Debatedor: Rodrigo de Faria, FAU-UnB – Faculdade de Arquitetura e Urbanismo – Universidade de Brasilia, Docente e pesquisador, rod.dfaria@gmail.com

O  XVII ENANPUR indica a discussão sobre o desenvolvimento, num quadro de crise econômica e social internacional, propondo a reflexão sobre formas de resistência no campo do planejamento urbano e regional. XVII ENANPUR indica a discussão sobre o desenvolvimento, num quadro de crise econômica e social internacional, propondo a reflexão sobre formas de resistência no campo do planejamento urbano e regional. Partimos da compreensão de que na primeira década do século XXI se estabelece uma ideologia do “neo” ou “novo” desenvolvimentismo (MARICATO, 2003; BRESSER; THEUER, 2012), entendido na forma como o XVII Encontro da ANPUR o localiza na proposta temática geral, como a

retomada do crescimento econômico... com políticas de desenvolvimento, criação de novas políticas de transferência de renda, e a retomada de investimentos em infraestrutura e habitação... avanços na redução da pobreza e da desigualdade... fomentando impactos com alguma relevância no desenvolvimento urbano e regional.

Duas perguntas são feitas na reflexão temática inicial: a primeira, sobre as razões das dificuldades de estabelecer o desenvolvimento econômico com inclusão social e de fazer prosperar uma agenda de desenvolvimento urbano e regional.Considerando a crise internacional com a instalação de recessão que tem levado à revisão dos investimentos públicos vinculados à inclusão social, a outra pergunta, mais normativa, se encontra no âmbito das potencialidades e da ação política para evitar “o recuo da agenda de reformas urbanas e regionais”, agenda essa que o próprio texto inicial do XVII ENANPUR já admite que “pouco avançou”.

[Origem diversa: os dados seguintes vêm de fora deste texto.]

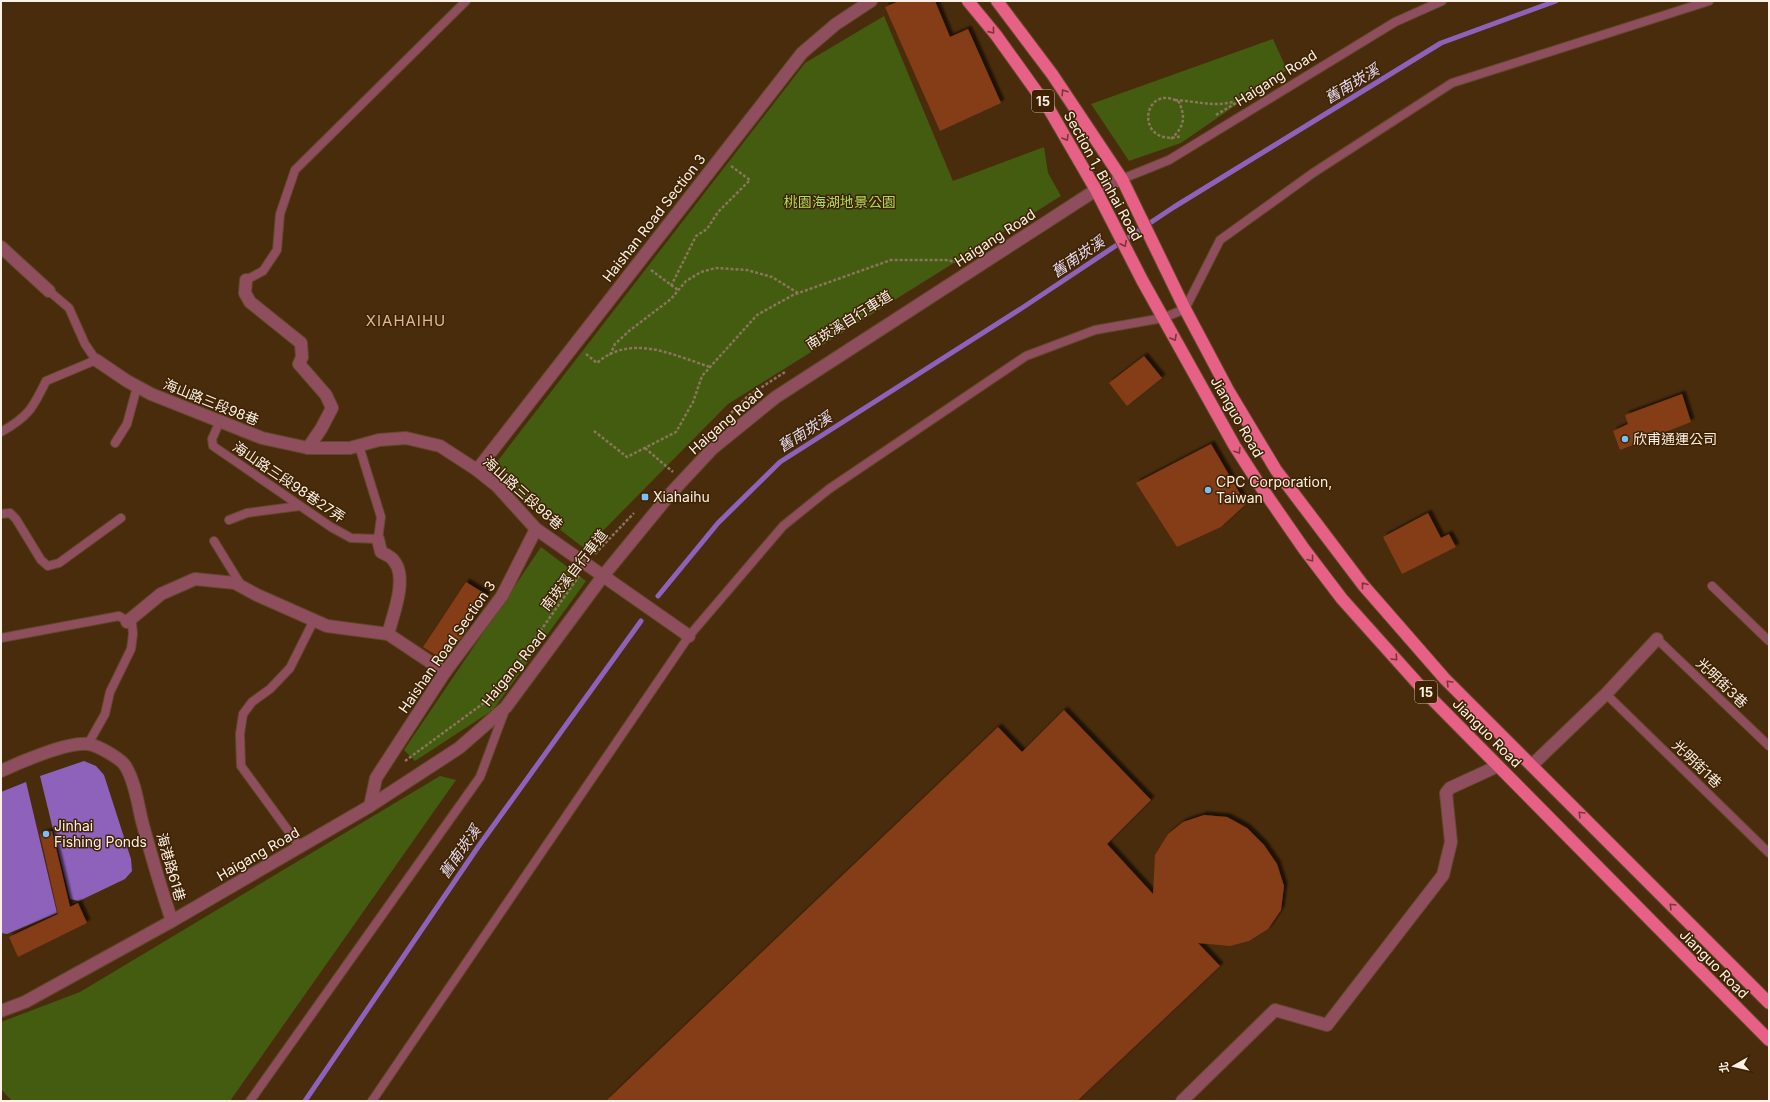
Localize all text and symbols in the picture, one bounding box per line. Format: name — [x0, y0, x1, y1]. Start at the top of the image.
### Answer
one-way arrow — [988, 27, 995, 34]
street label: Haigang Road — [1232, 46, 1320, 109]
water label: 舊南崁溪 — [1321, 59, 1384, 107]
one-way arrow — [1061, 89, 1069, 96]
road number: 15 — [1032, 90, 1054, 112]
street label: Section 1, Binhai Road — [1061, 108, 1146, 243]
one-way arrow — [1061, 134, 1069, 141]
street label: Haishan Road Section 3 — [598, 150, 709, 285]
park label: 桃園海湖地景公園 — [784, 193, 896, 210]
street label: Haigang Road — [951, 205, 1038, 270]
water label: 舊南崁溪 — [1048, 231, 1110, 281]
one-way arrow — [1119, 240, 1127, 248]
street label: 南崁溪自行車道 — [803, 286, 895, 353]
district label: XIAHAIHU — [366, 311, 446, 330]
one-way arrow — [1170, 334, 1177, 341]
street label: Jianguo Road — [1207, 373, 1267, 460]
street label: 海山路三段98巷 — [161, 375, 261, 428]
street label: Haigang Road — [685, 384, 766, 457]
water label: 舊南崁溪 — [774, 407, 837, 456]
place label: 欣甫通運公司 — [1633, 430, 1717, 447]
marker: 欣甫通運公司 — [1620, 434, 1630, 444]
street label: 海山路三段98巷27弄 — [230, 438, 349, 525]
one-way arrow — [1233, 447, 1241, 454]
street label: 海山路三段98巷 — [480, 452, 567, 533]
place label: CPC Corporation, Taiwan — [1216, 473, 1332, 506]
marker: CPC Corporation, Taiwan — [1203, 485, 1213, 495]
place label: Xiahaihu — [653, 488, 710, 505]
marker: Xiahaihu — [640, 492, 650, 502]
street label: 南崁溪自行車道 — [537, 526, 610, 614]
one-way arrow — [1307, 554, 1314, 561]
street label: Haishan Road Section 3 — [394, 577, 499, 716]
one-way arrow — [1361, 582, 1368, 589]
street label: Haigang Road — [478, 626, 549, 709]
one-way arrow — [1390, 654, 1397, 661]
street label: 光明街3巷 — [1693, 654, 1752, 711]
one-way arrow — [1446, 680, 1454, 688]
road number: 15 — [1415, 681, 1437, 703]
street label: Jianguo Road — [1449, 695, 1525, 771]
street label: 光明街1巷 — [1669, 736, 1725, 791]
one-way arrow — [1578, 811, 1586, 819]
place label: Jinhai Fishing Ponds — [54, 817, 147, 850]
water label: 舊南崁溪 — [435, 820, 486, 882]
street label: Haigang Road — [213, 823, 302, 884]
marker: Jinhai Fishing Ponds — [41, 829, 51, 839]
street label: 海港路61巷 — [154, 831, 189, 903]
one-way arrow — [1669, 903, 1677, 911]
street label: Jianguo Road — [1676, 926, 1752, 1002]
north arrow — [1714, 1046, 1754, 1086]
text: 北 — [1716, 1061, 1732, 1074]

No Brasil, e também nos demais países da América Latina, admite-se a emergência de movimentos sociais em reação ao atual período recessivo e também às respostas que as políticas econômicas têm oferecido. Com a crise econômica, a disputa entre setores sociais díspares, até então apaziguadas por um período de crescimento, vem produzindo novos movimentos posicionados em confronto: uns com forte caráter contestatário - que, inclusive têm sido considerados "insurgentes" -, que pressionam pelo aprofundamento de reformas que signifiquem distribuição de renda; e outros de viés mais conservador, com base de massa nas classes médias urbanas, por se sentirem ameaçadas pelos ganhos recentes das faixas mais pobres da população.

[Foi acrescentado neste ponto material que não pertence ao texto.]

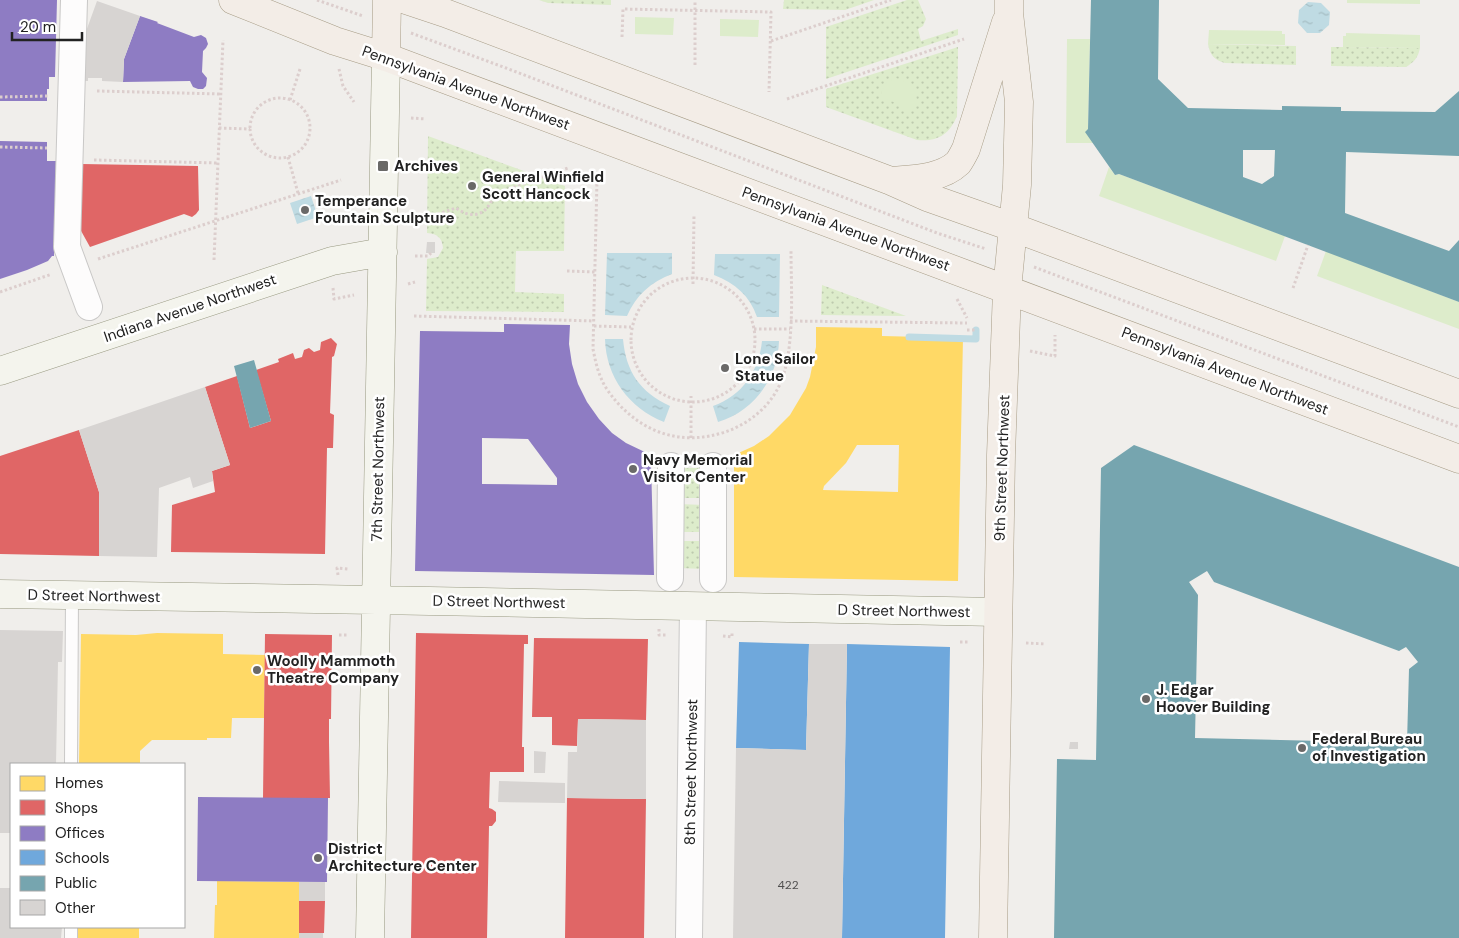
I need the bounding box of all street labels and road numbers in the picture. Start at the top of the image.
street label: Pennsylvania Avenue Northwest [359,41,573,135]
street label: Pennsylvania Avenue Northwest [739,182,953,276]
street label: Indiana Avenue Northwest [101,269,279,347]
street label: Pennsylvania Avenue Northwest [1119,322,1331,420]
street label: 9th Street Northwest [989,394,1015,542]
street label: 7th Street Northwest [367,396,389,542]
street label: D Street Northwest [27,585,161,607]
street label: D Street Northwest [432,591,566,613]
street label: D Street Northwest [837,600,971,622]
street label: 8th Street Northwest [680,699,702,845]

Propõe-se olhar os acontecimentos pretéritos, buscando os vínculos entre as ações estatais sobre a economia e sobre o território, e a movimentação social em função dessas ações, correlacionando-os à trajetória do pensamento desenvolvimentista. Estima-se que essa reflexão possa nos auxiliar a construir uma crítica mais complexa e pertinente ao pensamento desenvolvimentista no âmbito dos contextos específicos ao longo do processo histórico, buscando iluminar tanto suas fragilidades quanto seus potenciais no que tange à questão urbana.

Para tanto, esta Sessão Livre reúne os resultados parciais das investigações no âmbito do Grupo de Pesquisa Cultura, Arquitetura e Cidade na América Latina, lançando-se ao desafio teóricometodológico e político proposto pelo tema do XVII ENANPUR, colocando alguns componentes do desenvolvimento brasileiro e latino-americano em perspectiva histórica. O recorte temporal proposto corresponde à periodização apresentada por autores que se debruçaram sobre a história do pensamento econômico no Brasil, definindo um “primeiro ciclo ideológico do desenvolvimentismo” localizado entre 1930 e 1964, e o esgotamento da hegemonia desse pensamento num segundo ciclo entre 1964 e 1980 (esse último, correspondente à modernização conservadora empreendida pelo governo militar). (Bielschowsky, 2000; Bielschowsky e Mussi, 2005; Pochmann, 2015).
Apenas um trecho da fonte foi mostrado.